One Page Love Story

"Do you think there are others," she asked, "with love stories just as good as our own?" "Yes," he said, "let me show you."

The Gryphon of Iping

            He was unnoticeable.

            Too ugly to turn a head. Too attractive to invoke novelty. He wasn’t in shape, but not gangly or obese. His curse was mediocrity.

            Waiters never came to his table.

            Neighbors never waved in the hall.

            Coworkers would pass his desk when looking for him only to leave packets on the wrong desk and walk away gabbing with friends. He was the beige of humanity with no family to fill the loneliness lacking companionship created.

            So when she spoke to him, his world erupted.

            The light of her sunny personality warmed him.

            She smiled at his philosophies, laughed at his jokes, opened up a kaleidoscope of emotions blossoming out of the earth of his loneliness. When they were together he existed in a new world. Love fueled his confidence and brought him out of the ambiance of life.

            Waiters came to his table.

            Neighbors waved hello.

            Coworkers stopped to talk to him and he, to his surprise, was happy to talk back. Invite them out. Attend their parties.

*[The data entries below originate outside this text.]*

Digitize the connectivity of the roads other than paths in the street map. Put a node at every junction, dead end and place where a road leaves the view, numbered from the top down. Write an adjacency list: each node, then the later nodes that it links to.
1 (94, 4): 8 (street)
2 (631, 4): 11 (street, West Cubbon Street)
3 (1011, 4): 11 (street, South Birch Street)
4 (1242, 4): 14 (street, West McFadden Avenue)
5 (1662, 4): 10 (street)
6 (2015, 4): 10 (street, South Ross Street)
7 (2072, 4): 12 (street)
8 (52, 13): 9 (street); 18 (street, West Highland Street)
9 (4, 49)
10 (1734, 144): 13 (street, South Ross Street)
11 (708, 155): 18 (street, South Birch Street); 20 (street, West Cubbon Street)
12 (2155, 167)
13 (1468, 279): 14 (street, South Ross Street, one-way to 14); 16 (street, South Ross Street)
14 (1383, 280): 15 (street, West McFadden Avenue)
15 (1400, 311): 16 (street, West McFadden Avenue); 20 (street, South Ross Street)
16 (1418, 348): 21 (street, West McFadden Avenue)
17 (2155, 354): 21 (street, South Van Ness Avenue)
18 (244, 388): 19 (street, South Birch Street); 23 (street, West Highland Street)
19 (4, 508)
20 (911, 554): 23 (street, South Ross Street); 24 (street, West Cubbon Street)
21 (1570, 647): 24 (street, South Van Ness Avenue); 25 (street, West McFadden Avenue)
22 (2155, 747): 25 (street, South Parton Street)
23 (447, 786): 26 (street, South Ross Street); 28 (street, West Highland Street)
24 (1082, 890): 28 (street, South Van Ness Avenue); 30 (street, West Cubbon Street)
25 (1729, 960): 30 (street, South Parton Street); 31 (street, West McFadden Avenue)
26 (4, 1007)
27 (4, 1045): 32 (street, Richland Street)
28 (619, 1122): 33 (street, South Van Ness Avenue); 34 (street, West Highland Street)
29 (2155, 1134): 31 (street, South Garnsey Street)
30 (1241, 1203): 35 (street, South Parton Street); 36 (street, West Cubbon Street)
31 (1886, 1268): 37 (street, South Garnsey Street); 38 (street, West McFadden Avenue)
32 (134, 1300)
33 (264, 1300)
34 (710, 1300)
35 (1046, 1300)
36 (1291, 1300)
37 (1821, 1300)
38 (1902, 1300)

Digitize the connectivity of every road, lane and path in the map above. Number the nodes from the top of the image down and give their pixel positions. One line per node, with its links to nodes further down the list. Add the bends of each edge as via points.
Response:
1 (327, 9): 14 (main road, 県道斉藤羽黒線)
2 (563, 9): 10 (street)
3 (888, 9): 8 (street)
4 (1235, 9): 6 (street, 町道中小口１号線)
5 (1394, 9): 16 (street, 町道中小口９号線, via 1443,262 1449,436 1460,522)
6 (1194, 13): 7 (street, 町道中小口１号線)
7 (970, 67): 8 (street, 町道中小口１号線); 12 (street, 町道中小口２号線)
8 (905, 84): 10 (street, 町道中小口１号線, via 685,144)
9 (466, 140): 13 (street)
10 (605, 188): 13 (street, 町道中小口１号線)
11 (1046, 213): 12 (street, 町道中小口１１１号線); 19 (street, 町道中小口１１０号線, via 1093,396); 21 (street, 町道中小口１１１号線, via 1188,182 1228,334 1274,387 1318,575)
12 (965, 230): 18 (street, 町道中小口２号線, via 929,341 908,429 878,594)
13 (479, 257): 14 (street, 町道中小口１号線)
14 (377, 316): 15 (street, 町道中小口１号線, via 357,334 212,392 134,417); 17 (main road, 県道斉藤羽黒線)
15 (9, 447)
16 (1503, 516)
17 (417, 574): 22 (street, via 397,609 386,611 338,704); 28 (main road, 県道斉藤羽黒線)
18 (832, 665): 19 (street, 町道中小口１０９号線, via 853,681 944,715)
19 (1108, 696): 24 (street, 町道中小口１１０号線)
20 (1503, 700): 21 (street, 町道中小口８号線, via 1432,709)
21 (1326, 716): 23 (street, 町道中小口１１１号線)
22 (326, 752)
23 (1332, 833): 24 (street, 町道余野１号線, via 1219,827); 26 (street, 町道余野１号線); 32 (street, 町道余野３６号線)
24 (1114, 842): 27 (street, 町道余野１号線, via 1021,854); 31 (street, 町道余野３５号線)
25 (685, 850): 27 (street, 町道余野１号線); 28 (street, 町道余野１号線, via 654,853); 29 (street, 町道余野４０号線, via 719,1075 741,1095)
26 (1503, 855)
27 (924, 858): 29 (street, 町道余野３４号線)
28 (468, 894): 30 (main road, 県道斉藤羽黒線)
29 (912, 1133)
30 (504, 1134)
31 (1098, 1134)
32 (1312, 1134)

            She was beautiful in spirit and she made him beautiful by proxy.

            A year passed.

            She told him, with tears and sincere touches of his arm, why she had to leave. He didn’t hear her. The heart imploding drowned out the moving lips before him. Then she was gone.

            The old life returned to him. He faded into the background of existence. Waiters ignored him again. Cabs wouldn’t stop. Automatic doors wouldn’t open.

            He watched the world pass by him. When he reached out to touch it the tangible was always just out of reach. Right beyond his fingertips.

            Food lost its flavor. He didn’t feel the need to eat. Nor drink. Nor sleep – for only heart ache met him in the darkness and would cause him hours of ceiling-staring.

            Why did she leave?

            What could he have done differently?

            He began to haunt the same locations.

            Walking the same parks.

            Visiting the same restaurants.

            Hoping to catch a glimpse of her a glimpse of the happiness he held for a moment.

            What he finally saw was a mirror.

            And nothing looking back at him.

T. Joseph Lawrence is an exhausted thirty-something from Philadelphia who stays sane by writing about insane people and misanthropic cartoons drawn by his girlfriend, and eating a lot of halal.

TOXOPLASMOSIC

The cat was in the window again. The tail swayed side to side. Side to side. Side to side. Then in a circle and back again.

            She was in my bed again last night. Her hips moved up and down. Up and down. Up and down. Then in a circle and back again.

            A bird flew past the window. The cat flew past the ledge. Into the yard and out of sight. Out of sight. Out of sight. Chasing a thing it may not catch.

            The cat didn’t come back that day. She said not to worry. She knew it lived. Knew in her heart it lived, that it found another window, another bird.

            “Cats are capricious things,” she said.

            Then she left me.

T. Joseph Lawrence is an exhausted thirty-something from Philadelphia who stays sane by writing about insane people and misanthropic cartoons drawn by his girlfriend, and eating a lot of halal.

The Dream

            Time wasn’t going to stop the man from reaching something profound. What was discouraged as obsession was the siren song to enlightenment. Something serendipitous beyond uncertainty and fear which kept so many from completion.

            This was going to be something pure.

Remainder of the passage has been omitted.